He had taken up the piece to show her she was mistaken, and had shaken the plate and made all the pieces on it spring about, and she had watched him and then begun over again to behave as if she could not lift one.

Then she dropped her hands down on to the sheet and looked up at him and began to whisper something else. "Heavy," she whispered, but not, he was glad to say, without at least some sort of a slight smile indicating her awareness that she was conducting herself childishly, and Ilse, coming in, had taken the bread and fed her as if it were she who were the baby and not his son.

Herr Dremmel, therefore, was both puzzled and worried. He was still more puzzled and worried when, on the very day week after the birth, Ilse came to him and said that Frau Pastor was shaking her bed about and that she feared if she did not soon stop the bed, which was enfeebled as Herr Pastor knew by having two mended legs among its four, might break. She had reminded Frau Pastor of this, but she did not seem to care and continued to shake it.

"The good bed," said Ilse, "the excellent bed. The best we have in the house.
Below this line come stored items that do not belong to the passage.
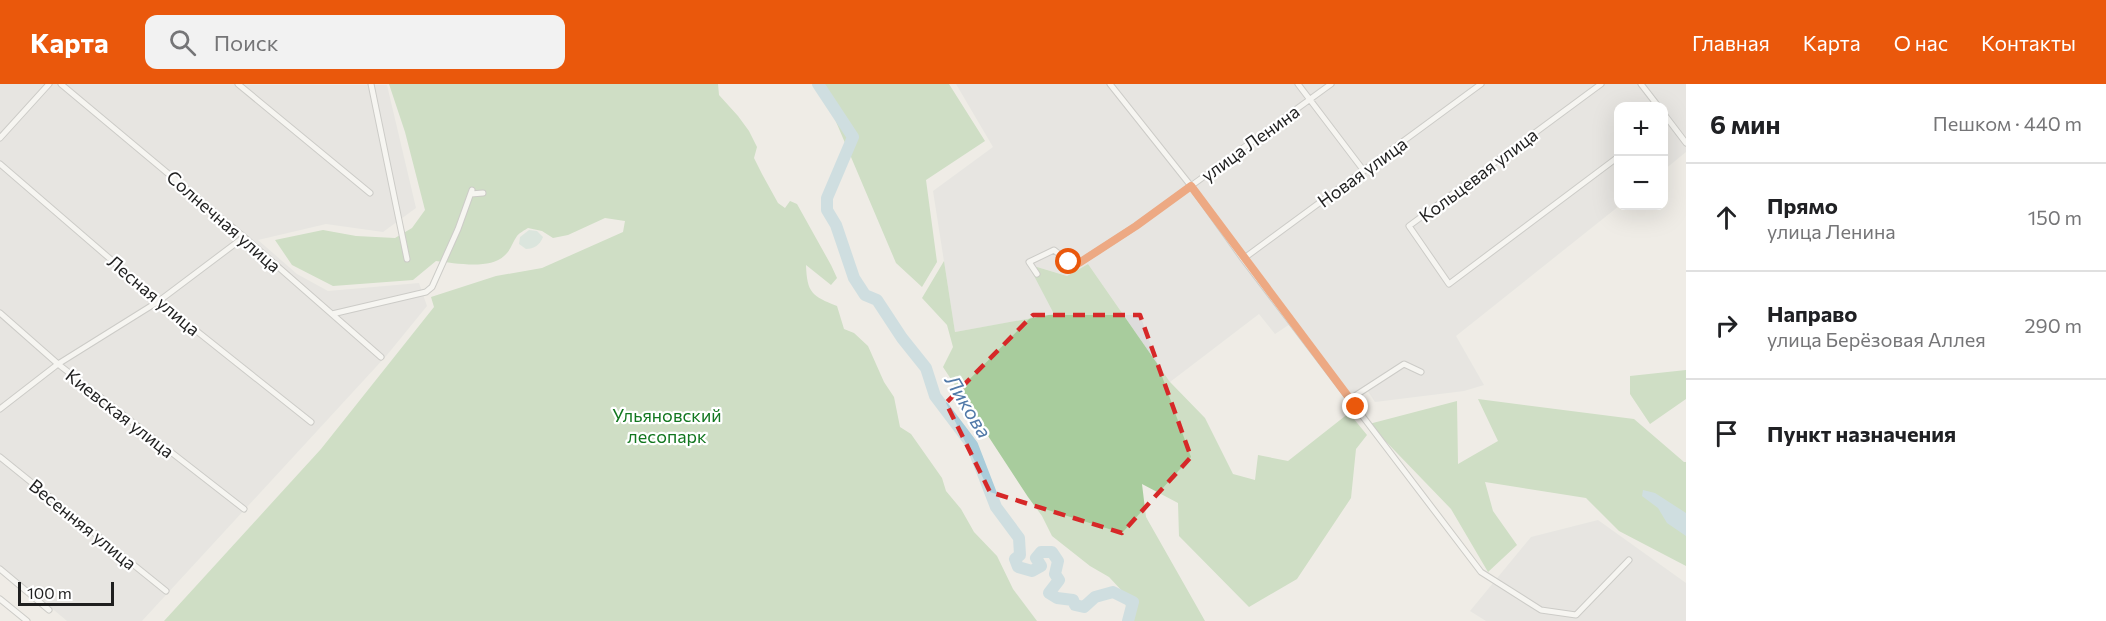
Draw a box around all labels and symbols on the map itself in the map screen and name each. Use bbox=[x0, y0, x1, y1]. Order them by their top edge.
street label: улица Ленина bbox=[1197, 100, 1303, 186]
street label: Кольцевая улица bbox=[1414, 123, 1542, 227]
street label: Новая улица bbox=[1313, 132, 1411, 212]
street label: Солнечная улица bbox=[162, 165, 286, 277]
route start bbox=[1055, 248, 1081, 274]
street label: Лесная улица bbox=[103, 250, 205, 340]
street label: Киевская улица bbox=[61, 364, 179, 462]
water label: Ликова bbox=[940, 369, 997, 442]
route end bbox=[1342, 393, 1368, 419]
park label: Ульяновский лесопарк bbox=[612, 404, 722, 447]
street label: Весенняя улица bbox=[25, 474, 141, 574]
scale bar bbox=[18, 579, 114, 606]

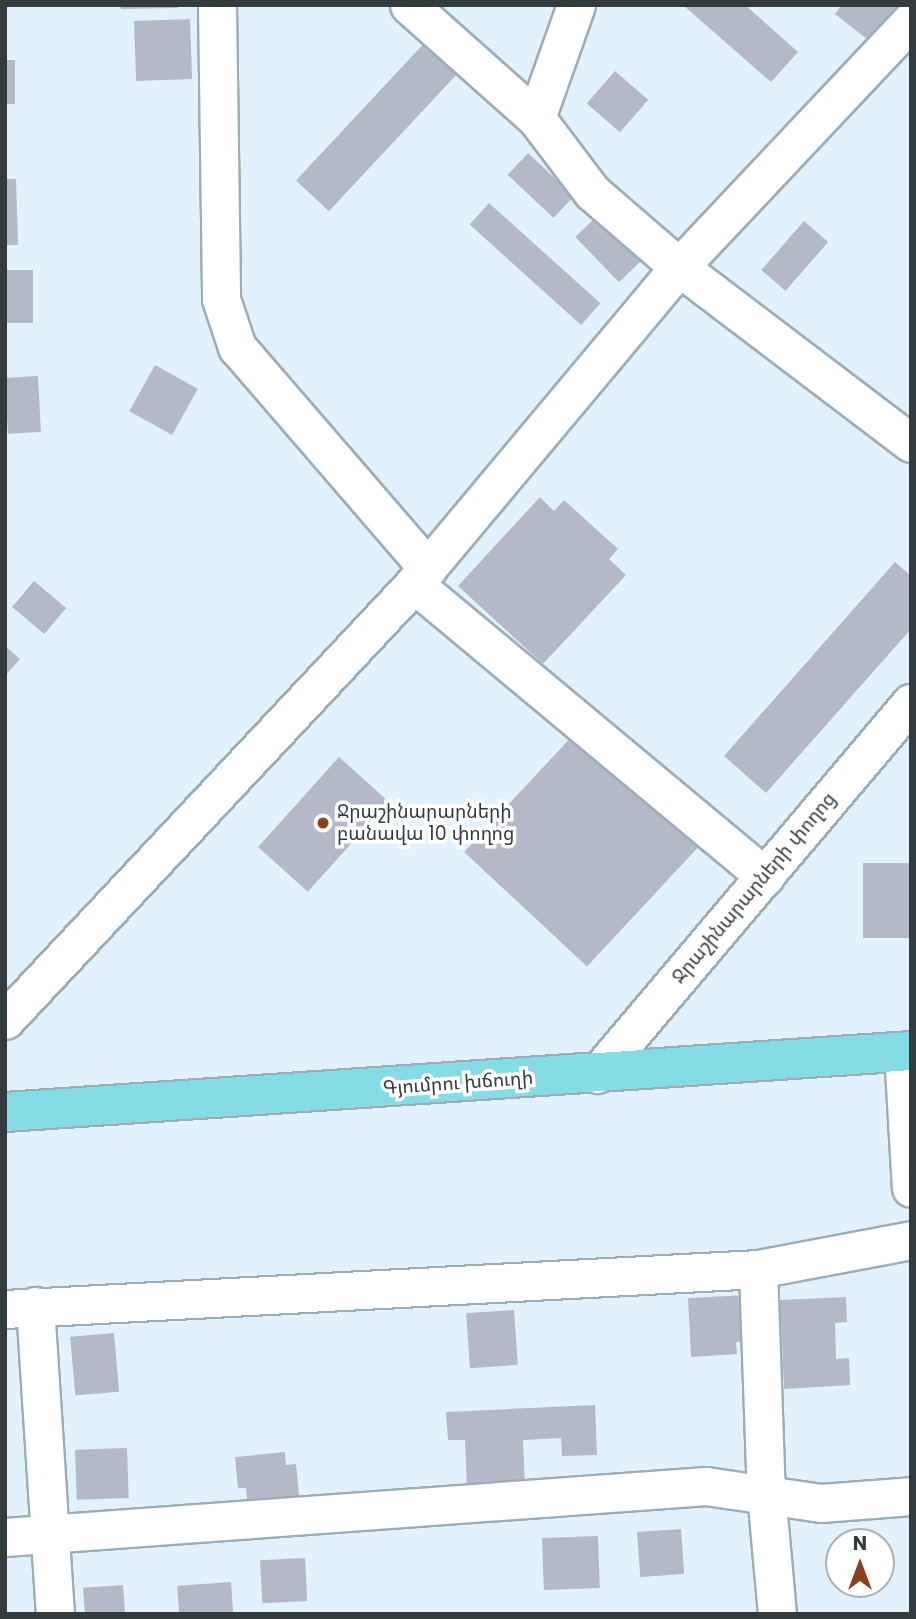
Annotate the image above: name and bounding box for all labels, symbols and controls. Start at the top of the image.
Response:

Would Herr Pastor step across?"

Herr Pastor stepped across, and found Ingeborg shivering with such astonishing energy that the bed did, as Ilse had described, rattle threateningly.

In reply to his questions Ilse told him, for Ingeborg was too busy shaking to explain, that nothing had happened except that Frau Pastor said she was thirsty and would like a glass of cold water, and she had fetched it fresh from the pump and Frau Pastor had asked to be held up to drink it and had drunk it all at one draught and immediately fallen back and begun this shaking.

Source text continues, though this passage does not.